Solicitors for respondent: Minter Ellison Baker O'Loughlin

ORDER
Fine imposed.

JUDGE1 BOLLEN J These proceedings are proceedings by way of summons for contempt of court. The summons is a summons issued by the Registrar of this Court on application made pursuant to Rule 93 by the Director of Public Prosecutions.

2. The summons was issued against Peter Blunden and Advertiser Newspapers Limited. Blunden was the Editor of The Advertiser newspaper. At the hearing the Registrar said that action against Blunden was "no longer pursued". So Blunden dropped out.

THE SUMMONS
3. The summons as issued and served called upon the defendant to answer a charge of contempt in that they (now "it") published an article on the 11th of March 1995 containing material that:-
    (a) Harmed the accused person in the trial of R v Henry
    Vincent Keogh.
    (b) Was calculated to prejudice or pervert the cause of
    justice.

4. At the hearing, with the consent of Mr Harris, for the defendants, the particulars of the charge were amended.
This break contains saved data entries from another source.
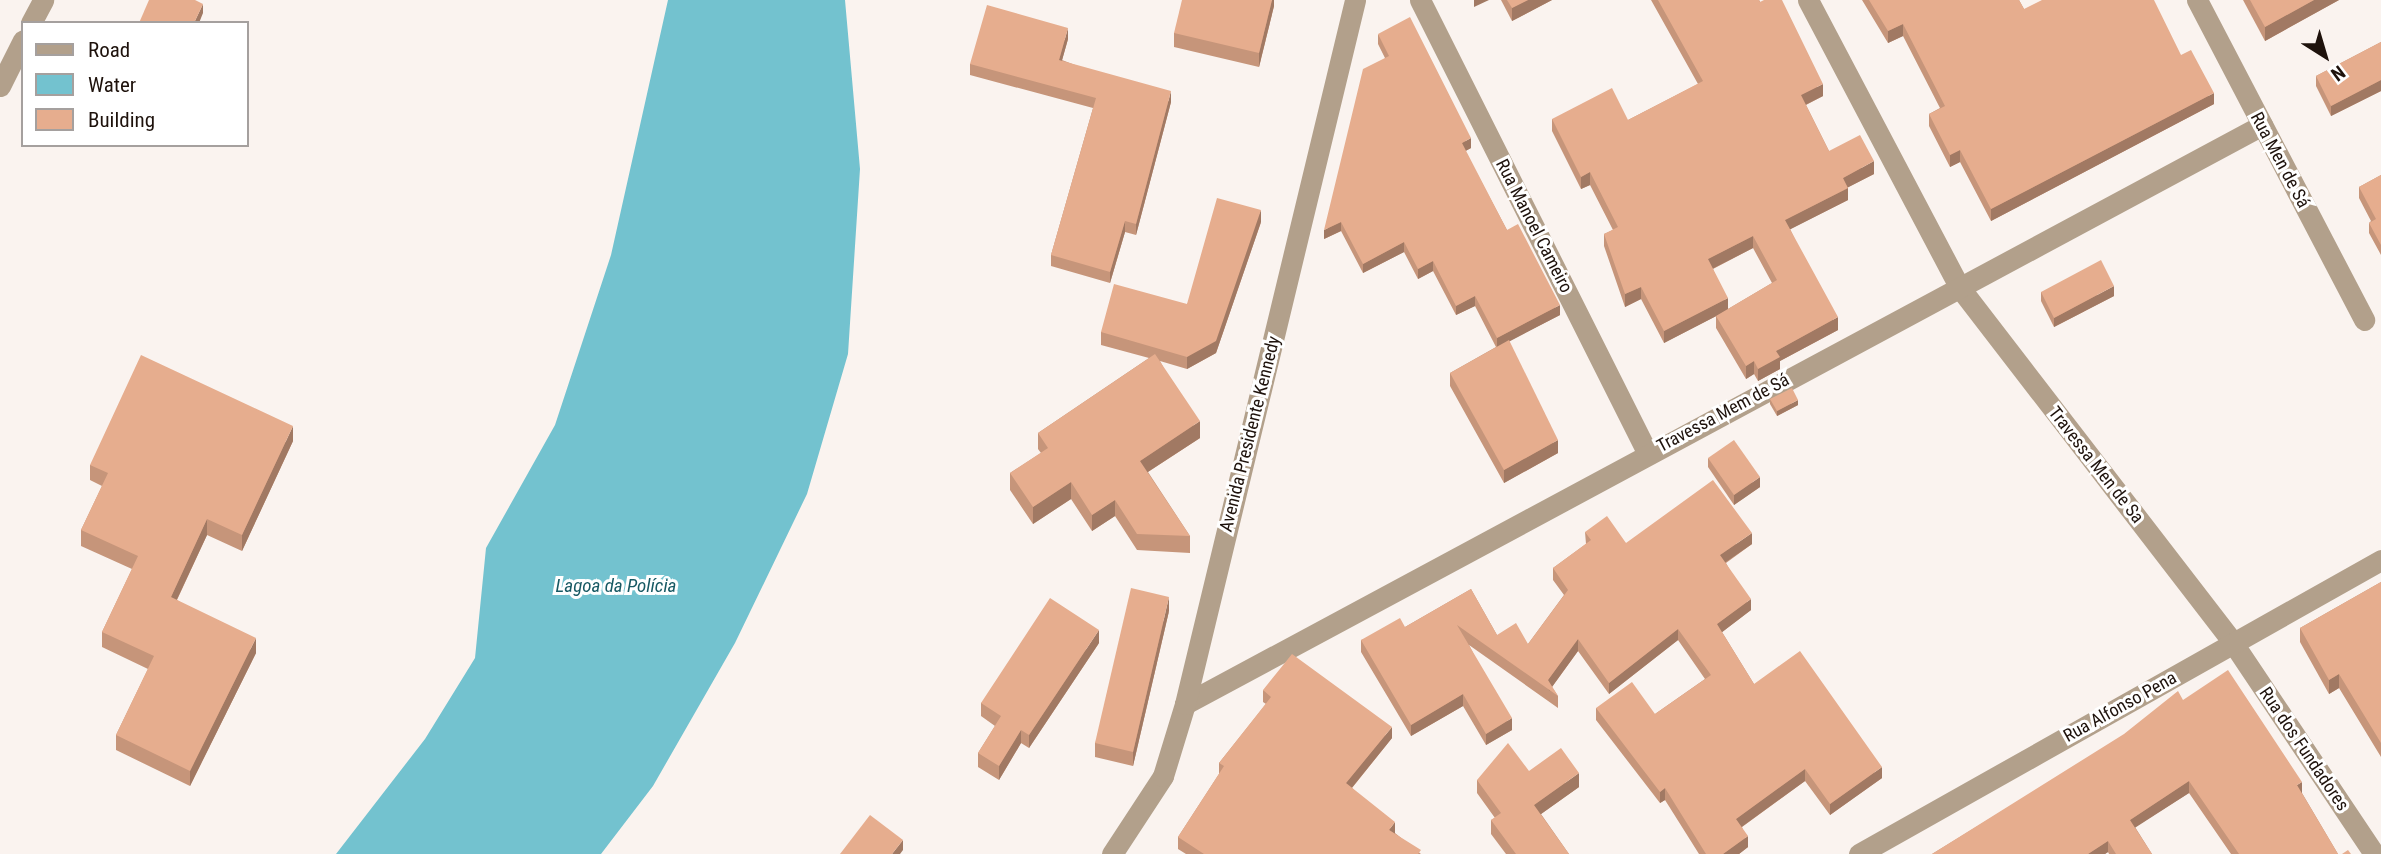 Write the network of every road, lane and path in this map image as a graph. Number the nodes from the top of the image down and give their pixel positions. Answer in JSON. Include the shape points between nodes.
{"nodes":[{"id":1,"x":43,"y":0,"type":"edge"},
{"id":2,"x":1355,"y":0,"type":"edge"},
{"id":3,"x":1420,"y":0,"type":"edge"},
{"id":4,"x":1808,"y":0,"type":"edge"},
{"id":5,"x":2197,"y":0,"type":"edge"},
{"id":6,"x":32,"y":21,"type":"edge"},
{"id":7,"x":21,"y":44,"type":"edge"},
{"id":8,"x":0,"y":86,"type":"edge"},
{"id":9,"x":2262,"y":125,"type":"junction"},
{"id":10,"x":1960,"y":288,"type":"junction"},
{"id":11,"x":2364,"y":320,"type":"dead end"},
{"id":12,"x":1647,"y":452,"type":"junction"},
{"id":13,"x":2381,"y":560,"type":"edge"},
{"id":14,"x":2233,"y":643,"type":"junction"},
{"id":15,"x":1185,"y":704,"type":"junction"},
{"id":16,"x":1112,"y":854,"type":"edge"},
{"id":17,"x":1859,"y":854,"type":"edge"},
{"id":18,"x":2374,"y":854,"type":"edge"}],
"edges":[{"from":1,"to":6,"type":"street"},
{"from":2,"to":15,"type":"street","name":"Avenida Presidente Kennedy"},
{"from":3,"to":12,"type":"street","name":"Rua Manoel Cameiro"},
{"from":4,"to":10,"type":"street","name":"Travessa Men de Sa"},
{"from":5,"to":9,"type":"street","name":"Rua Men de Sá"},
{"from":7,"to":8,"type":"street"},
{"from":9,"to":10,"type":"street","name":"Travessa Mem de Sá"},
{"from":9,"to":11,"type":"street","name":"Rua Men de Sá"},
{"from":10,"to":12,"type":"street","name":"Travessa Mem de Sá"},
{"from":10,"to":14,"type":"street","name":"Travessa Men de Sa"},
{"from":12,"to":15,"type":"street","name":"Travessa Mem de Sá"},
{"from":13,"to":14,"type":"street","name":"Rua Alfonso Pena"},
{"from":14,"to":17,"type":"street","name":"Rua Alfonso Pena"},
{"from":14,"to":18,"type":"street","name":"Rua dos Fundadores"},
{"from":15,"to":16,"type":"street","name":"Avenida Presidente Kennedy","via":[[1163,776]]}]}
Particular (a) became, and now is, the only particular. Particular (b) was excised.

5. Particular (a) was amended and now is ... (contained material that) "had a tendency to prejudice the accused in the trial of R v Henry Vincent Keogh".

THE RESPONSE TO THE SUMMONS
6. When the amendment had been allowed at the hearing Mr Harris said "I can indicate ...that as now particularised the Advertiser enters a plea, acknowledges the contempt".
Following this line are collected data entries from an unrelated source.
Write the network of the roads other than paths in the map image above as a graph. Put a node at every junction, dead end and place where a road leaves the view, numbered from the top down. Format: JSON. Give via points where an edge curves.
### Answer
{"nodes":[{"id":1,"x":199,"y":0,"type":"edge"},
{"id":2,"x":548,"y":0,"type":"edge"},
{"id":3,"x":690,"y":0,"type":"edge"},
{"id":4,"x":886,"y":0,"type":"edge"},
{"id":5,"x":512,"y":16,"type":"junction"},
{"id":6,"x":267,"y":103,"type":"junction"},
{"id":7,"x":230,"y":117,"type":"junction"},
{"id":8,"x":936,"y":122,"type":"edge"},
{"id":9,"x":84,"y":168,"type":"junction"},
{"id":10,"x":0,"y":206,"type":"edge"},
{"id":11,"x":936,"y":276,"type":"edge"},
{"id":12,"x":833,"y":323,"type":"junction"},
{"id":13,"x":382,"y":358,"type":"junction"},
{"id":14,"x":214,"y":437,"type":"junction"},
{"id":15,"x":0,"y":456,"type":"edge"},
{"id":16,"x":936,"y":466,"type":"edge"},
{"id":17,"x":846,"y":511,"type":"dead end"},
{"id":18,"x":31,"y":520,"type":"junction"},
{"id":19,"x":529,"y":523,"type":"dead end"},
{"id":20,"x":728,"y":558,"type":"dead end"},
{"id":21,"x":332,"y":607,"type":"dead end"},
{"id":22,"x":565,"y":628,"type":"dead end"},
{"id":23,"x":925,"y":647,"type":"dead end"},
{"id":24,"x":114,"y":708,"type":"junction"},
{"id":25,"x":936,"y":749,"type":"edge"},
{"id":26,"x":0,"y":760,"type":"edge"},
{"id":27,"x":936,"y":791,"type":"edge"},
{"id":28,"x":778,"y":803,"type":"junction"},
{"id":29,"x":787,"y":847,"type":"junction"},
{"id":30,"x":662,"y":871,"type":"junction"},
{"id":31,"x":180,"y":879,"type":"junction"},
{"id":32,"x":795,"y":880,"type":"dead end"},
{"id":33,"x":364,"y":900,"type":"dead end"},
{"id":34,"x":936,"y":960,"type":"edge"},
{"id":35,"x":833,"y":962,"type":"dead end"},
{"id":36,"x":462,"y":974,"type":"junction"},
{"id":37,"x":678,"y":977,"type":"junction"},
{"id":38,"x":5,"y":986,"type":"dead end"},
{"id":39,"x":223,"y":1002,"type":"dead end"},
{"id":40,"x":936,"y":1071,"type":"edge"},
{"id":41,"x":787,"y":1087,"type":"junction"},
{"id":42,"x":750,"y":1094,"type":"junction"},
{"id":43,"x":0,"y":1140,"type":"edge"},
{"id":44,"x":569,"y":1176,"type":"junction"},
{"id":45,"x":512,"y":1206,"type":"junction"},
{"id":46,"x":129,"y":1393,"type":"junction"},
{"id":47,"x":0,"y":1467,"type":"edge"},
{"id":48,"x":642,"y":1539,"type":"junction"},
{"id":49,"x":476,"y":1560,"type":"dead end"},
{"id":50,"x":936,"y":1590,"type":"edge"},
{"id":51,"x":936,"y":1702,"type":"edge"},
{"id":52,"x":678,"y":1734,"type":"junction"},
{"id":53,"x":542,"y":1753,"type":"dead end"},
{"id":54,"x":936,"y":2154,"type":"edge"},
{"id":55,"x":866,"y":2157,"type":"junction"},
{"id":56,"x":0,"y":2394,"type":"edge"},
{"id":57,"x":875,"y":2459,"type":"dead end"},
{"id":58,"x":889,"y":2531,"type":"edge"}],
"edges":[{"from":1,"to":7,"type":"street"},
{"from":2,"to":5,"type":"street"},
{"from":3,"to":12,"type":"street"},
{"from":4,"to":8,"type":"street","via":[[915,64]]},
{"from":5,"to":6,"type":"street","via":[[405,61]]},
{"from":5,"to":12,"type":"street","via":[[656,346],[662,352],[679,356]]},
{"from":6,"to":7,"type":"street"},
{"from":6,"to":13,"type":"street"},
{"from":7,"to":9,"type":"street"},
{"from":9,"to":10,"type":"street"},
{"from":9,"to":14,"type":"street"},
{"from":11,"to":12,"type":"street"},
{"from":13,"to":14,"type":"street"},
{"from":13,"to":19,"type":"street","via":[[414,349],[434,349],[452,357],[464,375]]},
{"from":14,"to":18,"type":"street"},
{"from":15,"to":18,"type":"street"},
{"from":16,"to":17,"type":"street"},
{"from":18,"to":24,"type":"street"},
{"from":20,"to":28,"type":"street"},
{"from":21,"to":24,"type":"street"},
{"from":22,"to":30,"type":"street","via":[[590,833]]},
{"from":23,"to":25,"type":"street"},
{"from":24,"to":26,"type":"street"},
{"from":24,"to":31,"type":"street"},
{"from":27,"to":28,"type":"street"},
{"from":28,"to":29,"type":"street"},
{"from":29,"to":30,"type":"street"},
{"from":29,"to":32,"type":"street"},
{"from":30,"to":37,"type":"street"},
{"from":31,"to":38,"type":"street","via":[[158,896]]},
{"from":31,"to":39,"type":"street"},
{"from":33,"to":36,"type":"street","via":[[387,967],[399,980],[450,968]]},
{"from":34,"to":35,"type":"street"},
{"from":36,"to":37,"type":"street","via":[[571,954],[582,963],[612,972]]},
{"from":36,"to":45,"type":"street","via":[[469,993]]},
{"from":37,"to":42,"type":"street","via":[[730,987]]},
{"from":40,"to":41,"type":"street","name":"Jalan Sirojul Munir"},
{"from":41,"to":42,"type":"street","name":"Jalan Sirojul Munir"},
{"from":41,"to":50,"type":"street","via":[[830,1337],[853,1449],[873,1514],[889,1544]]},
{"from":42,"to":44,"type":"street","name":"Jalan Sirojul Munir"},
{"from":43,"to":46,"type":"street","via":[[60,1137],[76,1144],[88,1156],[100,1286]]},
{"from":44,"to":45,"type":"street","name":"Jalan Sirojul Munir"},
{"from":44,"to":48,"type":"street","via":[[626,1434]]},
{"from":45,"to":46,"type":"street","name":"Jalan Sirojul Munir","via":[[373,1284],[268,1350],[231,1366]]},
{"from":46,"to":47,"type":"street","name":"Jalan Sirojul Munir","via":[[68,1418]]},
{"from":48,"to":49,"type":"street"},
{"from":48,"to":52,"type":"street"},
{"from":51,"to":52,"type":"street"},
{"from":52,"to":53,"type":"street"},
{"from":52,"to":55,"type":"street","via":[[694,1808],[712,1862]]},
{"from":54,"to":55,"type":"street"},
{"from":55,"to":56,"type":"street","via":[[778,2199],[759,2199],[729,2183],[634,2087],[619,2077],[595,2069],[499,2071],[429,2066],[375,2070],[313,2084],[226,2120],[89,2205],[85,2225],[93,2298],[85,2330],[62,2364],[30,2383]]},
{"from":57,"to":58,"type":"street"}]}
7. That is to say a plea of guilty was, in effect, entered to this serious charge. And a serious charge it is. The amendment reduced the degree of criminality attached to the contempt. Speaking in everyday terms it made the suggested and acknowledged contempt less serious than it was pursuant to the original particulars. It is bad enough.

THE ARTICLE WHICH PRODUCED THE CONTEMPT
8. The application for the issue of the summons had been supported by an affidavit sworn by Rebecca Gray on behalf of the Director. The relevant page of the issue of the Advertiser for the 11th of March 1995 which contained the contempt was exhibited to that affidavit. It is essential that the reader of these reasons read the article. I append it.
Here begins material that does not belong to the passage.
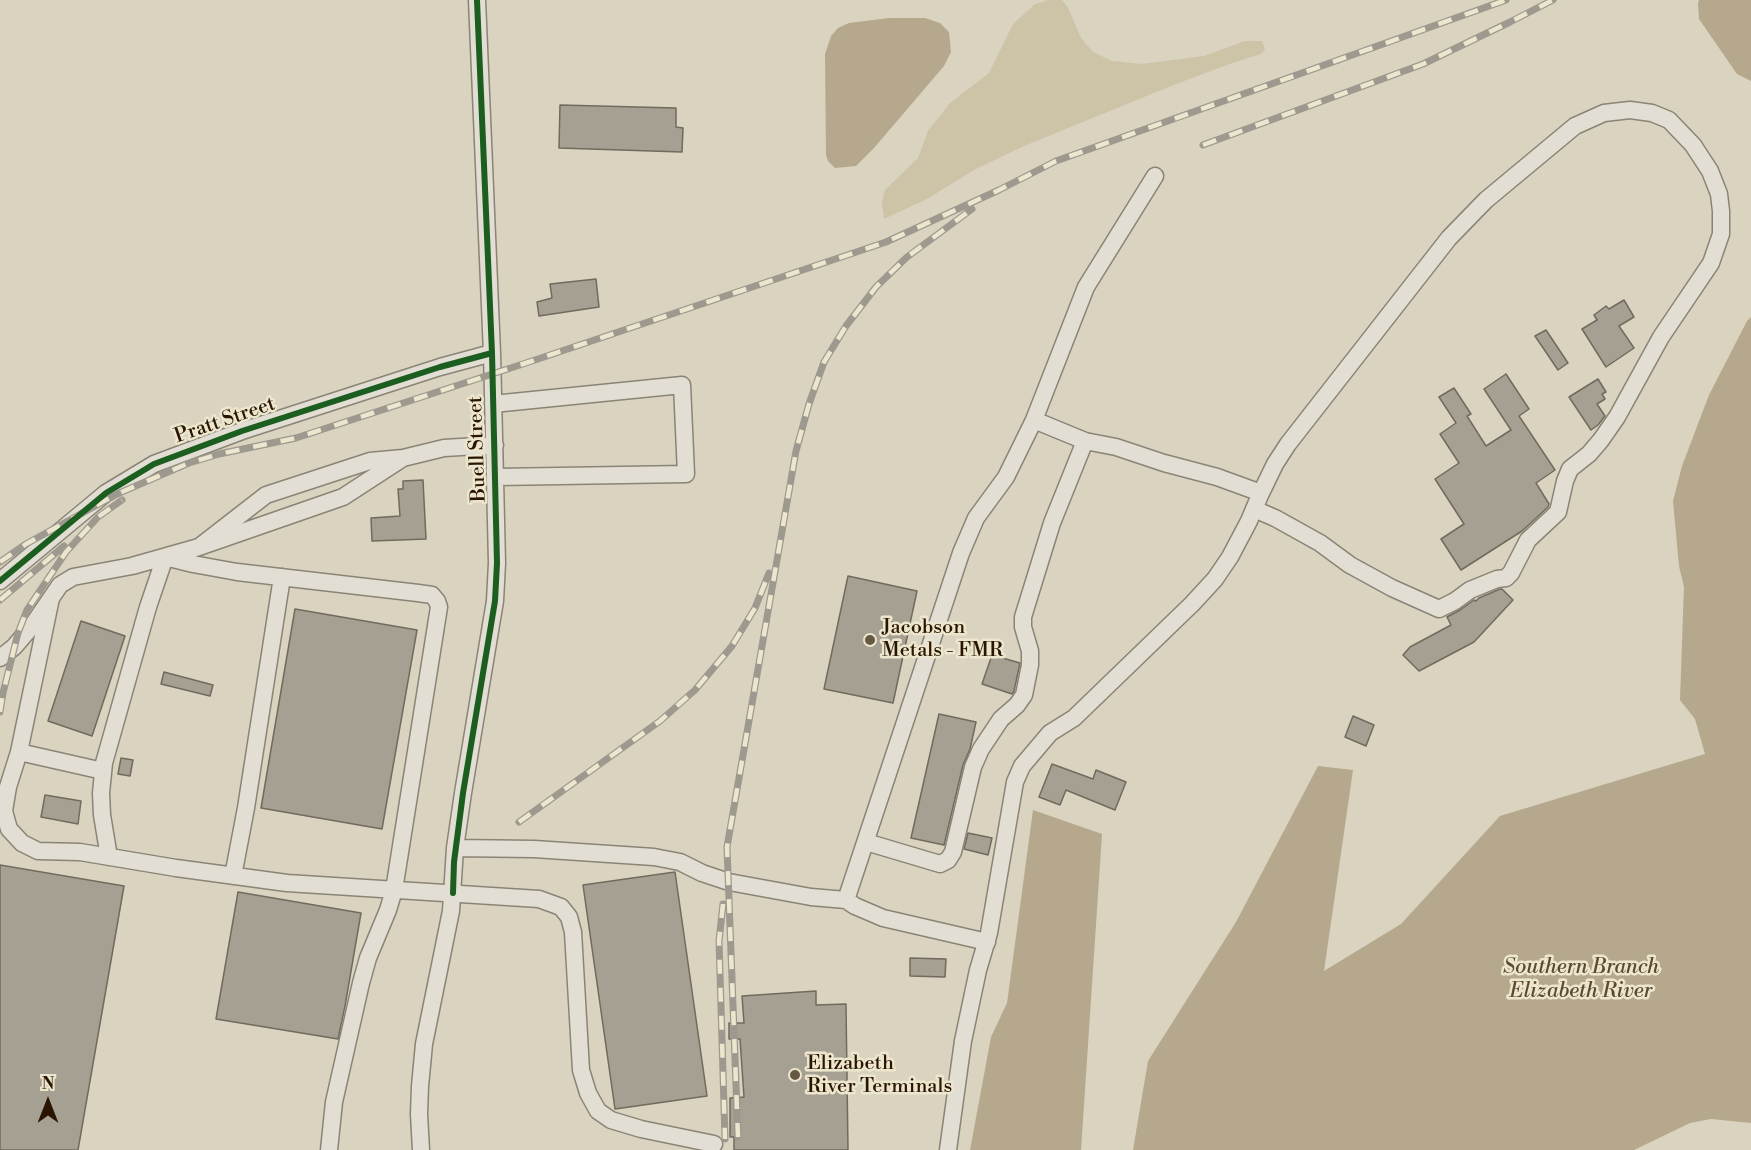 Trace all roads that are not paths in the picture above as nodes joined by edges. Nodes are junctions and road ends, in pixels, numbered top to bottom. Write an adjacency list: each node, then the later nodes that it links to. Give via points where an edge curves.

SOME SUBMISSIONS OF THE DIRECTOR
9. In the course of his submissions the Director said:
    "The trial of Henry Vincent Keogh commenced on 21 February
    1995. The jury retired after 14 days on 10 March 1995,
    which was a Friday, at 12.18 p.m. They were then
    sequestered overnight, that is the Friday night.

On 11 March 1995, an article appeared in the 'Insight'
    section of the Saturday Advertiser, that is exhibited to Ms
    Gray's affidavit. To complete the chronology, the jury
    finally came back at nearly 1 o'clock on the afternoon of
    Saturday, 11 March, unable to reach a verdict. The matter
    was remanded again for trial and subsequently the trial took
    place and Mr Keogh was convicted.

The contempt alleged in the article of 11 March 1995 is,
    first of all, that it was not a straight factual reporting
    of the trial. It was a matter that commented, in a number
    of aspects, and if I could very briefly take your Honour to
    that. Your Honour has the article I think in the exhibit.
    The first matter of comment, not factual report, obviously
    is the headline, 'A tale of treachery'. That theme, in the
    plaintiff's submission, continues through the article.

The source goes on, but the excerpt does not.